Salah satu spot wisata yang menjadi kebanggaan warga Kota Surabaya adalah Monumen Kapal Selam (Monkasel). Monumen itu adalah kapal selam asli yang pernah digunakan Tentara Angkatan Laut (TNI-AL) Indonesia.
Monkasel berlokasi di tengah kota Surabaya, tepatnya di Jalan Pemuda No.39, Genteng, Surabaya. Berdampingan dengan Sungai Kalimas.
Assisten Manager Urusan Dalam Monkasel, Pelda Laut (Purn) M. Wagino, menjelaskan bahwa monumen tersebut merupakan kapal selam asli.
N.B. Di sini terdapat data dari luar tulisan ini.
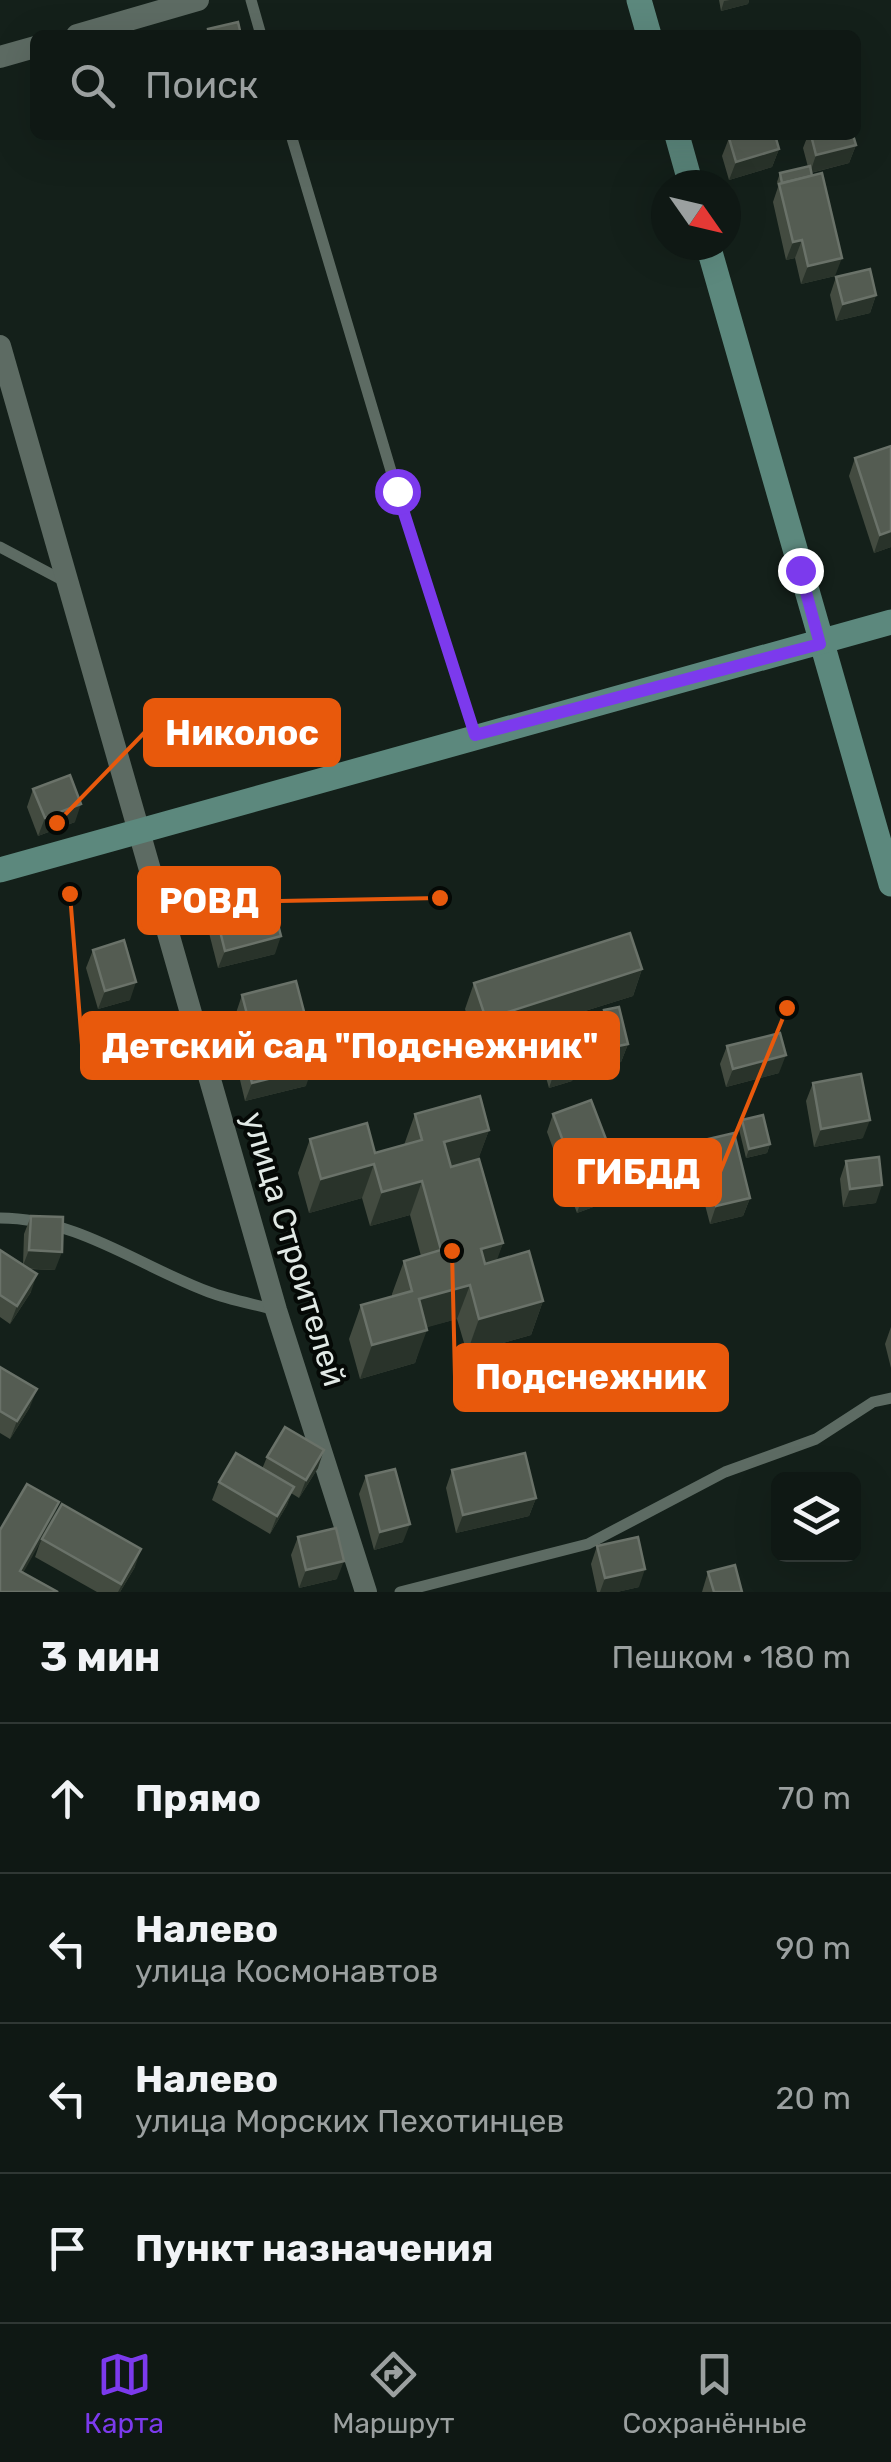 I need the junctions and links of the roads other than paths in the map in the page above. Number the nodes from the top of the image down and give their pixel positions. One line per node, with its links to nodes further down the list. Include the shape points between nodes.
1 (198, 0): 4 (street)
2 (251, 0): 5 (lane)
3 (639, 0): 6 (street)
4 (94, 30)
5 (260, 30)
6 (648, 30)
7 (30, 48): 8 (street)
8 (0, 57)
9 (292, 140): 14 (lane)
10 (678, 140): 11 (street)
11 (687, 170)
12 (712, 260): 18 (street)
13 (0, 346): 16 (street, улица Строителей)
14 (397, 491)
15 (0, 547): 16 (lane)
16 (70, 584): 19 (street, улица Строителей)
17 (891, 622): 18 (street)
18 (820, 644): 19 (street); 21 (street)
19 (138, 831): 20 (street); 23 (street, улица Строителей)
20 (0, 870)
21 (891, 884)
22 (0, 1218): 23 (lane, via 34,1218 210,1293)
23 (276, 1310): 25 (street, улица Строителей)
24 (891, 1398): 26 (lane, via 873,1402 816,1439 725,1472 588,1544)
25 (366, 1592)
26 (400, 1592)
Kendaraan militer itu merupakan Kapal Selam KRI Pasopati 410.
SCROLL TO CONTINUE WITH CONTENT
"Kapal selam itu buatan Uni Soviet (sekarang Rusia) tahun 1952 dan mulai digunakan TNI-AL tahun 1962," kata Wagino saat dihubungi detikJatim, Kamis (9/3/2022)
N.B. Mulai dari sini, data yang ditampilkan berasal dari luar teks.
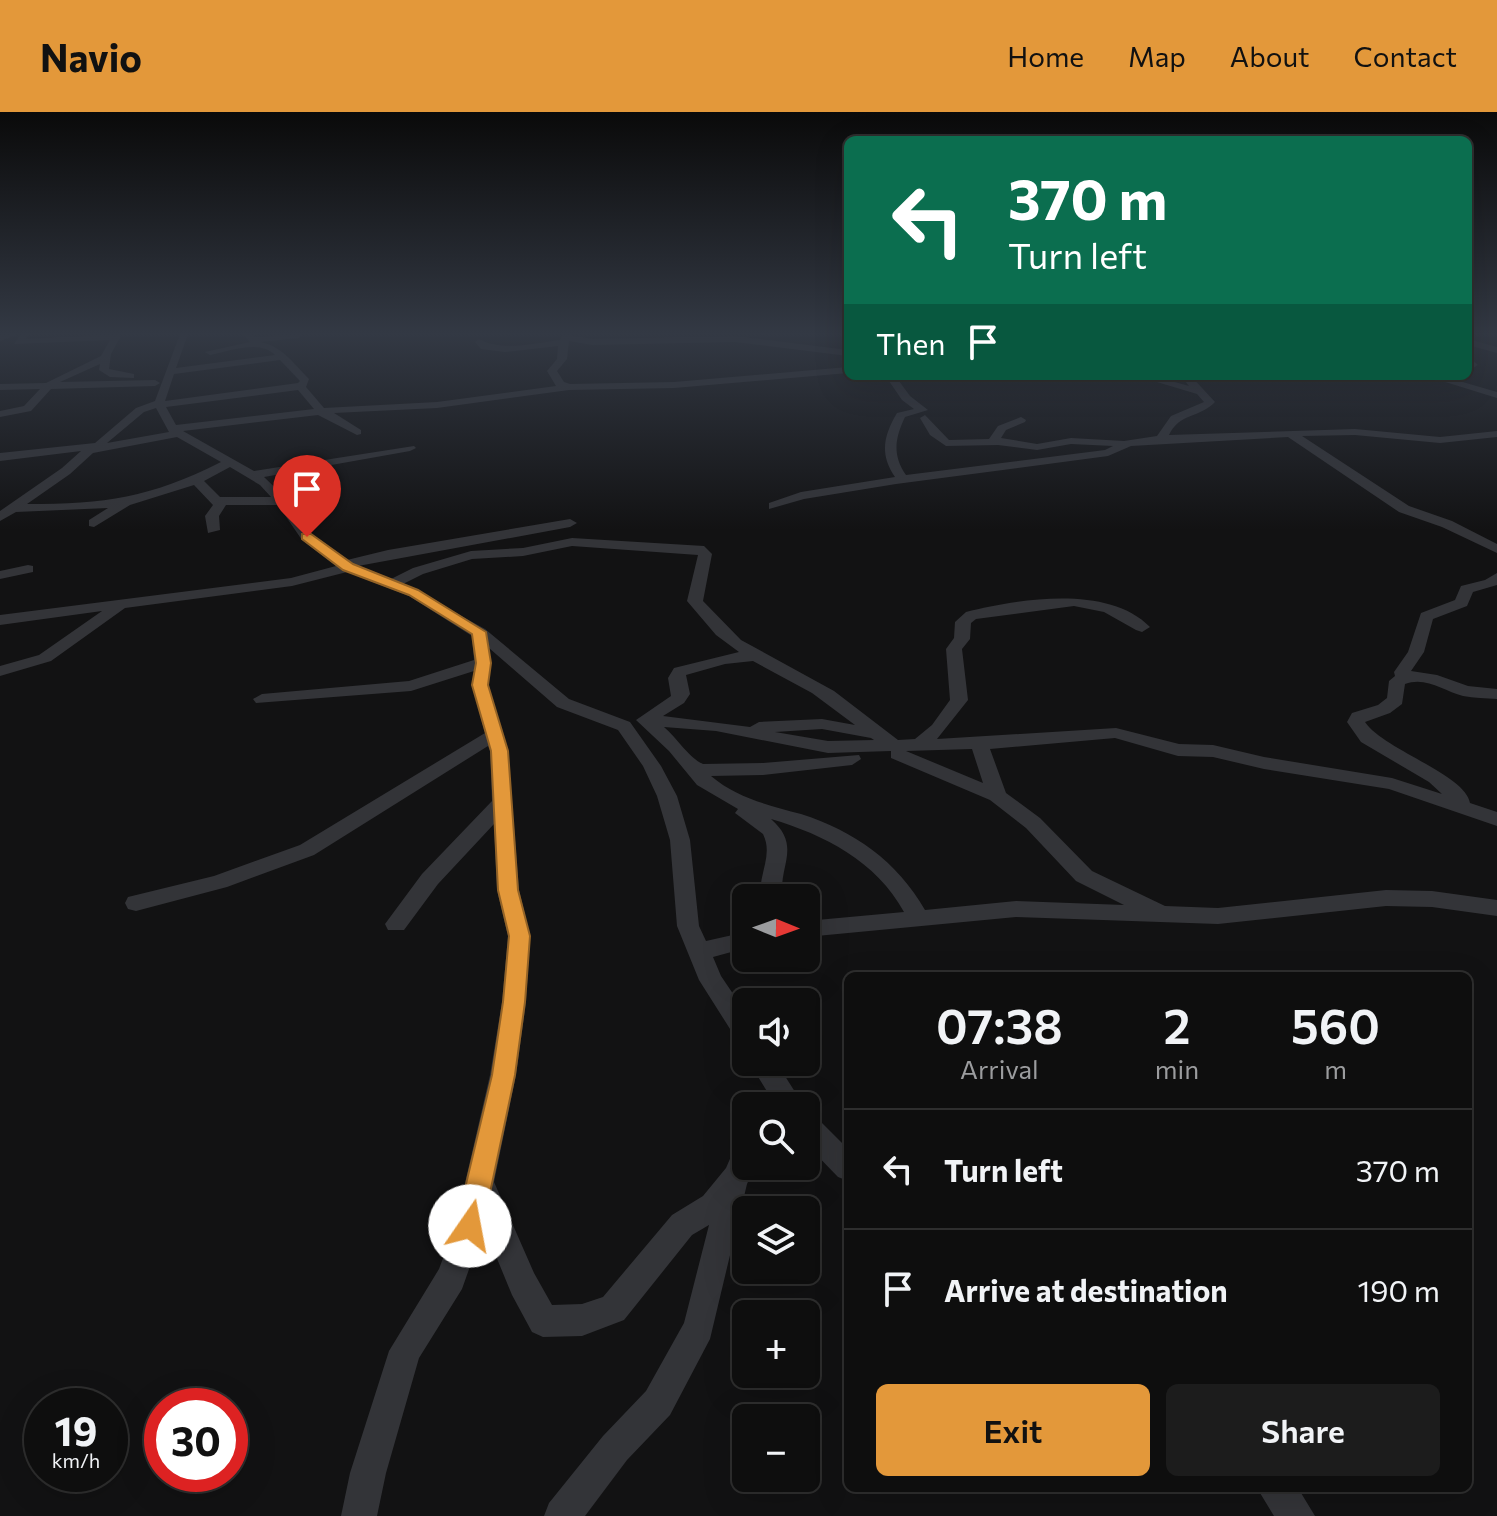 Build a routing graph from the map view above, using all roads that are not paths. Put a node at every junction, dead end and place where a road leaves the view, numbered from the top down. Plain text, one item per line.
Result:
1 (34, 400) edge
2 (160, 400) edge
3 (195, 400) edge
4 (313, 400) edge
5 (477, 400) edge
6 (908, 400) edge
7 (1210, 400) edge
8 (159, 404) junction
9 (918, 406) junction
10 (323, 413) junction
11 (0, 414) edge
12 (925, 418) junction
13 (1021, 420) dead end
14 (176, 431) junction
15 (357, 432) dead end
16 (1290, 433) junction
17 (891, 434) junction
18 (1497, 434) edge
19 (1161, 439) junction
20 (1002, 443) junction
21 (1128, 443) junction
22 (97, 446) junction
23 (410, 448) dead end
24 (28, 455) junction
25 (0, 457) edge
26 (231, 462) junction
27 (13, 469) dead end
28 (253, 475) junction
29 (197, 479) junction
30 (903, 479) junction
31 (136, 499) junction
32 (218, 501) junction
33 (281, 501) junction
34 (774, 506) dead end
35 (13, 508) junction
36 (0, 517) edge
37 (94, 523) dead end
38 (570, 523) dead end
39 (213, 530) dead end
40 (1497, 549) edge
41 (346, 566) junction
42 (28, 569) dead end
43 (0, 575) edge
44 (1496, 580) edge
45 (391, 584) junction
46 (123, 604) junction
47 (0, 620) edge
48 (1142, 627) dead end
49 (479, 632) junction
50 (752, 656) junction
51 (483, 663) junction
52 (0, 671) edge
53 (1404, 677) junction
54 (1497, 694) edge
55 (262, 699) dead end
56 (606, 717) junction
57 (645, 720) junction
58 (494, 735) junction
59 (979, 743) junction
60 (889, 744) junction
61 (921, 745) junction
62 (694, 768) junction
63 (997, 796) junction
64 (729, 797) junction
65 (504, 801) junction
66 (1469, 809) junction
67 (1497, 819) edge
68 (770, 884) edge
69 (136, 903) dead end
70 (1497, 908) edge
71 (1178, 917) junction
72 (919, 918) junction
73 (396, 924) dead end
74 (820, 928) edge
75 (732, 943) edge
76 (701, 951) junction
77 (732, 1012) edge
78 (820, 1139) edge
79 (844, 1164) edge
80 (732, 1179) edge
81 (479, 1180) junction
82 (737, 1180) edge
83 (1278, 1492) edge
84 (359, 1516) edge
85 (562, 1516) edge
86 (1297, 1516) edge

1 - 11 street
2 - 8 street
3 - 8 street
4 - 10 street
5 - 10 street
6 - 9 street
7 - 19 street
8 - 14 street
8 - 22 street
9 - 12 street
9 - 17 street
10 - 14 street
10 - 15 street
12 - 17 street
12 - 20 street
13 - 20 street
14 - 22 street
14 - 26 street
16 - 18 street
16 - 19 street
16 - 40 street
17 - 30 street
19 - 21 street
20 - 21 street
21 - 30 street
22 - 24 street
22 - 35 street
23 - 28 street
24 - 25 street
24 - 27 street
26 - 28 street
26 - 29 street
28 - 33 street
29 - 31 street
29 - 32 street
30 - 34 street
31 - 35 street
31 - 37 street
32 - 33 street
32 - 39 street
33 - 41 street
35 - 36 street
38 - 41 street
41 - 45 street
41 - 46 street
42 - 43 street
44 - 53 street
45 - 49 street
45 - 50 street
46 - 47 street
46 - 52 street
48 - 61 street
49 - 51 street
49 - 56 street
50 - 57 street
50 - 60 street
51 - 55 street
51 - 58 street
53 - 54 street
53 - 66 street
56 - 57 street
56 - 76 street
57 - 60 street
57 - 62 street
58 - 65 street
58 - 69 street
59 - 61 street
59 - 63 street
59 - 66 street
60 - 61 street
60 - 62 street
60 - 63 street
62 - 64 street
63 - 71 street
64 - 68 street
64 - 72 street
65 - 73 street
65 - 81 street
66 - 67 street
70 - 71 street
71 - 72 street
72 - 74 street
75 - 76 street
76 - 77 street
78 - 79 street
80 - 81 street
81 - 84 street
82 - 85 street
83 - 86 street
Menurut dia, KRI Pasopati 410 digunakan TNI-AL hampir 30 tahun, yakni hingga tahun 1989. Berbagai macam operasi khusus telah dicapai. Salah satunya operasi Tri Kora tahun 1962 dalam rangka mempertahankan Irian Barat agar tetap berada di pangkuan bumi pertiwi Indonesia.
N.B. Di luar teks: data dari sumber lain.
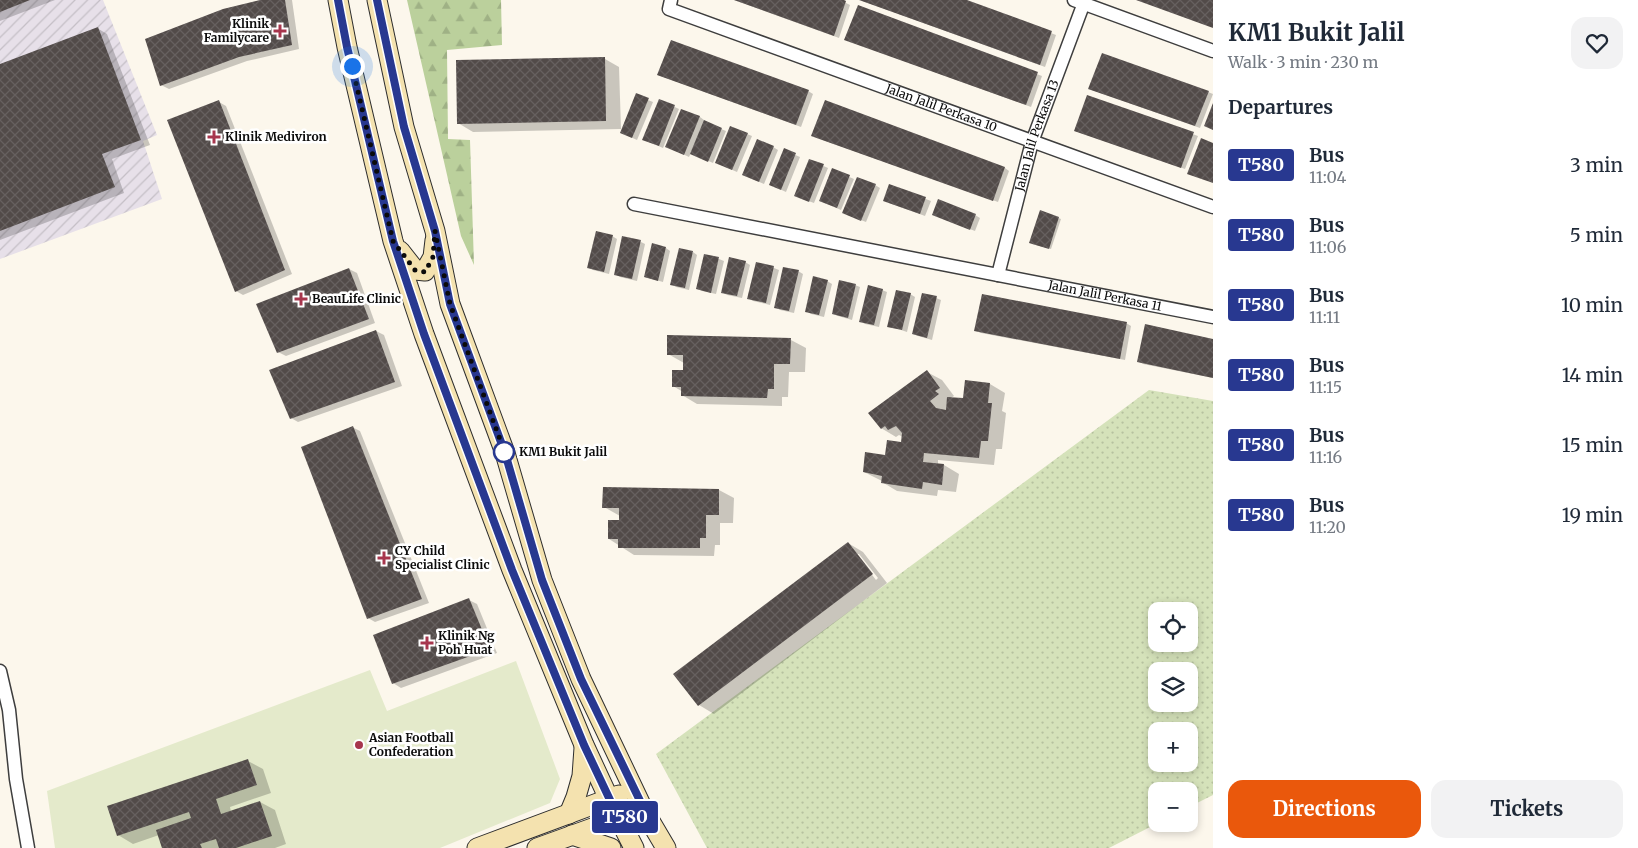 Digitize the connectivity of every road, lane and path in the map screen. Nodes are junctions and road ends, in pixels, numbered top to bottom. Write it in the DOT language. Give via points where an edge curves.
graph roads {
  1 [pos="338,0"];
  2 [pos="377,0"];
  3 [pos="1081,1"];
  4 [pos="670,5"];
  5 [pos="1213,51"];
  6 [pos="1032,142"];
  7 [pos="634,204"];
  8 [pos="1213,207"];
  9 [pos="435,231"];
  10 [pos="393,241"];
  11 [pos="998,275"];
  12 [pos="1213,317"];
  13 [pos="0,671"];
  14 [pos="584,745"];
  15 [pos="634,788"];
  16 [pos="609,799"];
  17 [pos="644,809"];
  18 [pos="569,814"];
  19 [pos="619,819"];
  20 [pos="572,835"];
  21 [pos="28,848"];
  22 [pos="478,848"];
  23 [pos="536,848"];
  24 [pos="611,848"];
  25 [pos="634,848"];
  26 [pos="666,848"];
  1 -- 10 [label="main road"];
  2 -- 9 [label="main road" via="404,127"];
  3 -- 5 [label="street"];
  3 -- 6 [label="street, Jalan Jalil Perkasa 13"];
  4 -- 6 [label="street, Jalan Jalil Perkasa 10"];
  6 -- 8 [label="street, Jalan Jalil Perkasa 10"];
  6 -- 11 [label="street, Jalan Jalil Perkasa 13"];
  7 -- 11 [label="street, Jalan Jalil Perkasa 11"];
  9 -- 10 [label="main road" via="433,257 425,272 415,270"];
  9 -- 15 [label="main road" via="450,304 505,453 542,580 581,679"];
  10 -- 14 [label="main road" via="512,570"];
  11 -- 12 [label="street, Jalan Jalil Perkasa 11"];
  13 -- 21 [label="street" via="9,710"];
  14 -- 16 [label="main road"];
  14 -- 18 [label="main road" via="582,776"];
  15 -- 16 [label="main road"];
  15 -- 17 [label="main road"];
  16 -- 18 [label="main road"];
  16 -- 19 [label="main road"];
  17 -- 19 [label="main road"];
  17 -- 26 [label="main road"];
  18 -- 22 [label="main road"];
  19 -- 20 [label="main road"];
  19 -- 25 [label="main road"];
  20 -- 23 [label="main road"];
  20 -- 24 [label="main road"];
}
Pada 25 Januari 1990, KRI Pasopati 410 menurunkan bendera ular-ular perang (sebagai tanda kapal selam itu diturunkan) di Dermaga Ujung Surabaya. KRI Pasopati 410 itu juga dinonaktifkan di tahun yang sama.
Beberapa tahun kemudian, para purnawirawan prajurit kapal selam mengajukan kendaraan militer tersebut untuk dijadikan monumen. Tujuannya untuk sarana edukasi bagi masyarakat.
"Serta sebagai sarana pewarisan nilai sejarah tentang keberhasilan tugas para prajurit KRI Pasopati 410 dalam menjalankan misinya," imbuh Wagino.
Rencana menjadikan monumen kapal selam itu pun direalisasikan tahun 1995. Saat itu, posisi monumen sengaja dipilih di Jalan Pemuda karena dianggap strategis.
"Posisinya strategis karena bersebelahan dengan Delta Plaza (Plaza Surabaya), Sungai Kalimas, dan Stasiun Gubeng. Sehingga wisatawan mudah menjangkau," jelas Wagino.
Setelah melalui serangkaian proses pemindahan, Monkasel akhirnya diresmikan tanggal 27 Juni 1998. Kondisi kapal selam pun sama dengan aslinya.
"Hanya ada beberapa alat yang dikurangi demi kenyamanan pengunjung. Seperti 4 mesin diesel di ruang V. Agar pengunjung lebih leluasa menggunakan ruangan itu untuk berfoto misalnya," papar Wagino.
Saat pandemi, jumlah pengunjung Monkasel mencapai 10 ribu per bulan. Mayoritas pengunjung adalah anak-anak dan pelajar, seperti TK, SD, SMP, SMA, hingga mahasiswa.
Wagino mengatakan bahwa jumlah pengunjung itu memang cukup besar. Sebab, antusias masyarakat, terutama pelajar sangat tinggi.
"Karena Monkasel ini sangat edukatif. Dari monumen ini bisa diambil pelajaran bahwa teknologi kapal selam yang diterapkan saat canggih pada masanya. Terlebih, Indonesia belum bisa membuat seperti itu. Tentunya bisa dijadikan inspirasi bagi pelajar," tandas Wagino.